HVG (Ungarn), 17.11.2021

Der Filmproduzent András Muhi ist Mitbegründer von FocusFox und produzierte u.a Filme wie "Just the Wind" (Regie: B. Fliegauf, 2012), "It´s not the time of my life" (Sz. Hajdu, 2016) und "Die Geschichte meiner Frau" (I. Enyedi 2021). Anlässlich einer Ausstellung über seine Produktionstätigkeit spricht er im Interview mit Hanna Csatlós über Stärken des ungarischen Films und Schwächen der Filmfinanzierung. "In Ungarn gib es in erster Linie bei den experimentellen und Autorenfilmen Potential; bei den Mainstream-Genrefilmen können wir auf internationalem Niveau nicht mithalten.

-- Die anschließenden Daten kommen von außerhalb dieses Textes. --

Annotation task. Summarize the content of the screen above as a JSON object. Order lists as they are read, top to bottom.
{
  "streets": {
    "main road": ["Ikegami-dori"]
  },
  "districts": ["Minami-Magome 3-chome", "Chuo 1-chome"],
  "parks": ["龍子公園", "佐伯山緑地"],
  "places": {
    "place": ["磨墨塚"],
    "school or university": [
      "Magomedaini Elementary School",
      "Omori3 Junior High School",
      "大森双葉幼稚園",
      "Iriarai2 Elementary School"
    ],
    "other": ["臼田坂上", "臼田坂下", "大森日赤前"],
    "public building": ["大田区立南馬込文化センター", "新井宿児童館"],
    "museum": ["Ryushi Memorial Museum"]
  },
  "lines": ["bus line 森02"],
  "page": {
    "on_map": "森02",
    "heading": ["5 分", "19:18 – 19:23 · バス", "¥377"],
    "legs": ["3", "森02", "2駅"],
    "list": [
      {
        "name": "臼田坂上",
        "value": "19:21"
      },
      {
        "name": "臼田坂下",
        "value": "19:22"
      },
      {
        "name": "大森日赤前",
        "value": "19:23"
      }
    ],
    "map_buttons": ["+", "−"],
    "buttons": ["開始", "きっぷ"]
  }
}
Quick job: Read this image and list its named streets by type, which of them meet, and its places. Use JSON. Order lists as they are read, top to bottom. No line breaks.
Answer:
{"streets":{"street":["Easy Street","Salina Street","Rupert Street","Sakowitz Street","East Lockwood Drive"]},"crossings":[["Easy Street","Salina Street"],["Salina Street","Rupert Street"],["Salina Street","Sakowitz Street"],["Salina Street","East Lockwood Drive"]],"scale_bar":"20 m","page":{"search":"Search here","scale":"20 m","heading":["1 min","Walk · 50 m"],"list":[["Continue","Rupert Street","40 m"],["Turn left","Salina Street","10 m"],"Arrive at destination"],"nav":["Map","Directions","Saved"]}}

Es ist ein Wunder, dass es Lebenswerke, wie das von Jancsó oder von Béla Tarr gibt, denn heute könnten diese nicht mehr entstehen, weil ihre Filme nicht zum Mainstream gehören. Der ungarische Film errang seine größten Erfolge stets mit Autorenfilmen. Der mit dem Oscar ausgezeichnete 'Son of Saul' ist ein Experimentalfilm, genauso wie der mit dem Goldenen Bären ausgezeichnete 'Körper und Seele'. Mit solchen, in ihrer Form interessanten und im Inhalt bedeutenden Filmen können wir auf der Karte sichtbar sein. (…) Vor 2010 änderte sich stets die Zusammensetzung jener Gremien, die über Filmförderungen entschieden, heute haben die Mitglieder eine Dauerkarte, auch solche, die nicht wirklich etwas vom Film verstehen. Und ich liefere Ihnen, wie quasi ein Staubsaugervertreter die Ideen. Drehbuchentwickler nehmen die eingereichten Beiträge unter die Lupe, was bei einem Genrefilm vertretbar ist, aber beim Autorenfilm völlig sinnlos ist. Gib mal 'Satanstango' (von Tarr) einem Drehbuchentwickler - er bekommt auf der Stelle einen Herzinfarkt."
Archiv: HVG

Public Domain Review (UK), 10.11.2021

Merkur stirbt an der Cholera, Pariser Karikatur aus dem Jahr 1832 (Quelle)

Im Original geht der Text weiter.